On this date in 1545, the leaders of the violent Anabaptist Batenburgers were burned at the stake in Utrecht.

We know Anabaptists best as peaceniks, but the Batenburgers were the dead-end trail to a wholly different reputation. Named for a former Dutch mayor named Jan Van Batenburg, these Zwaardgeesten (“sword-minded”) Anabaptists answered the annihilation of their brethren’s Münster commune by doubling down on revolutionary struggle.

Batenburgers rejected the blandishments of David Joris to lay down the impolitic swords. Their numbers and their philosophies are hard to know with certainty owing to their secrecy, but they’re thought to have maintained the radical Munsterite teachings on polygamy and property.

Van Batenburg himself was caught and executed in 1538, and with that the Batenburgers — who had been living secretly in regular Catholic and Protestant communities — took to the wilderness under the leadership of a Leiden weaver named Cornelis Appelman. For the next ten years or so (even outlasting Appelman’s own death) this band of a couple of hundred desperate men made their way as marauders. We’d probably just call them terrorists today.
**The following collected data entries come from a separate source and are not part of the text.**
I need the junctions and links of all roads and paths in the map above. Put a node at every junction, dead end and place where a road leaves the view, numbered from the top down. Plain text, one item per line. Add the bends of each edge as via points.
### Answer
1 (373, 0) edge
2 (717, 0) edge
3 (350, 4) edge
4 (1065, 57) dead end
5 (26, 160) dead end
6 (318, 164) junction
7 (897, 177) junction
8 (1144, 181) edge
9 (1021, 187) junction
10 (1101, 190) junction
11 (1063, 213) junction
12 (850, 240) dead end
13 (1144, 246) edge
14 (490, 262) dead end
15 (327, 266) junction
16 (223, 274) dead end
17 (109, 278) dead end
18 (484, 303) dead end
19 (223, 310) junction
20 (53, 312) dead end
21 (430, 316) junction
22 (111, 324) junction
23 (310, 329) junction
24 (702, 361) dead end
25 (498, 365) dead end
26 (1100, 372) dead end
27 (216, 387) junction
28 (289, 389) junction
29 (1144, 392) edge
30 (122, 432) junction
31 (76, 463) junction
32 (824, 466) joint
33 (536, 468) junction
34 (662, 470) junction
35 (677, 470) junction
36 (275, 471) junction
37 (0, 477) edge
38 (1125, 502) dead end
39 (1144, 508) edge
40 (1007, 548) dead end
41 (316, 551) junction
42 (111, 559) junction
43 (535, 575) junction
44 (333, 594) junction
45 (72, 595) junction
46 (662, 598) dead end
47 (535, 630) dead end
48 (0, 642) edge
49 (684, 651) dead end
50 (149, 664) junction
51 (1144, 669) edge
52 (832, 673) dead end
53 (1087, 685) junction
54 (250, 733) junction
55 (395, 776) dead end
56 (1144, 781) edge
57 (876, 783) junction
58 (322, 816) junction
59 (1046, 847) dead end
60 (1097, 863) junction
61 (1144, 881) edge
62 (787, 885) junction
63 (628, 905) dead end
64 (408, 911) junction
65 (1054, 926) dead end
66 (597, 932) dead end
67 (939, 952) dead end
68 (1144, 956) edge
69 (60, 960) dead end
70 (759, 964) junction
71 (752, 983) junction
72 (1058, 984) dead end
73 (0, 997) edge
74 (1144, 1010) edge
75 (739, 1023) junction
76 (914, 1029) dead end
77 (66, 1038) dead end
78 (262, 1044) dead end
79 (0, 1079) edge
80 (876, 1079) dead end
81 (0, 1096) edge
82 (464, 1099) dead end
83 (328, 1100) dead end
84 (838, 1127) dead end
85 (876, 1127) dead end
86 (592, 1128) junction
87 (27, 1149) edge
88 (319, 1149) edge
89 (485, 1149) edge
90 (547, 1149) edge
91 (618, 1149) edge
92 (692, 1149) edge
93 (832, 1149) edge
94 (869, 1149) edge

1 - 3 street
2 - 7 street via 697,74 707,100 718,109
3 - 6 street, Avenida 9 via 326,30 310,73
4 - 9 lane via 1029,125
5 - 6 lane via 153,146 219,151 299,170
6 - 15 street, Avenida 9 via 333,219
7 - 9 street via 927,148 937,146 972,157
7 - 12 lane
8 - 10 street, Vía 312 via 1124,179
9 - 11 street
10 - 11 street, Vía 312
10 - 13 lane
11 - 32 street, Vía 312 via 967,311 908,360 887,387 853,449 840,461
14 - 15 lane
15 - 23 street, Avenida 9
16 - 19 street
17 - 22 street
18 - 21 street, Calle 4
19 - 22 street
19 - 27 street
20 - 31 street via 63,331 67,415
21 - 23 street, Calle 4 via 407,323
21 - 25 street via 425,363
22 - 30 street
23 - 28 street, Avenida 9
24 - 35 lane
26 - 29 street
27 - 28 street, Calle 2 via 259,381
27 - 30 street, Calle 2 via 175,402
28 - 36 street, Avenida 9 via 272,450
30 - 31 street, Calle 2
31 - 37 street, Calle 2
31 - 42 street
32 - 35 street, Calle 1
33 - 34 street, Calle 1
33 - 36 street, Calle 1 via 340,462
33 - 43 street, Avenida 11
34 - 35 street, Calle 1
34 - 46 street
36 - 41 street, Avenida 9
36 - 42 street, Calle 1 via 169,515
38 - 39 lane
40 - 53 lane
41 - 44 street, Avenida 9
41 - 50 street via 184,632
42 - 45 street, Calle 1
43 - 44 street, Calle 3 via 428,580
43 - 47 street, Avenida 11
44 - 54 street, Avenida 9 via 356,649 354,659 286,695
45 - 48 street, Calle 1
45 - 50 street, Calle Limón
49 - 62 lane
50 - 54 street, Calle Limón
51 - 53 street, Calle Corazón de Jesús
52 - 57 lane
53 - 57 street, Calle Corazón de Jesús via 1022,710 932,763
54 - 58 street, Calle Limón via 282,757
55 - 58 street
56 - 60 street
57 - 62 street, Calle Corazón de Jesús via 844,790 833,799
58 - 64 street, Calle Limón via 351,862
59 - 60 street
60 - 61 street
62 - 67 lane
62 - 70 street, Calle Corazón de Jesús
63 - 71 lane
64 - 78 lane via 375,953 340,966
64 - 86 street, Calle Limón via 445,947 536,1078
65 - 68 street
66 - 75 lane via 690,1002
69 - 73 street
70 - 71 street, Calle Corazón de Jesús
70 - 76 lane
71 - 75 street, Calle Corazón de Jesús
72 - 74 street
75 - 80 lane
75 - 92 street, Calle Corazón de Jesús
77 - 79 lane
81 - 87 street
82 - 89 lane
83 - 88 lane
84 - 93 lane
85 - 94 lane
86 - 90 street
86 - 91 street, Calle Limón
Appelman was even more extreme than his predecessor, verging right into crazy cult leader territory with his dystopian insistence on being called “The Judge” and readiness to mete out the severest penalties for any breach of obedience — to say nothing of the arsons, the church-sackings, and the summary executions dealt out to unbelievers. He was finally caught and put to death with his aide Willem Zeylmaker. Batenburger remnants, however, persisted for several more years with at least one splinter continuing until around 1580.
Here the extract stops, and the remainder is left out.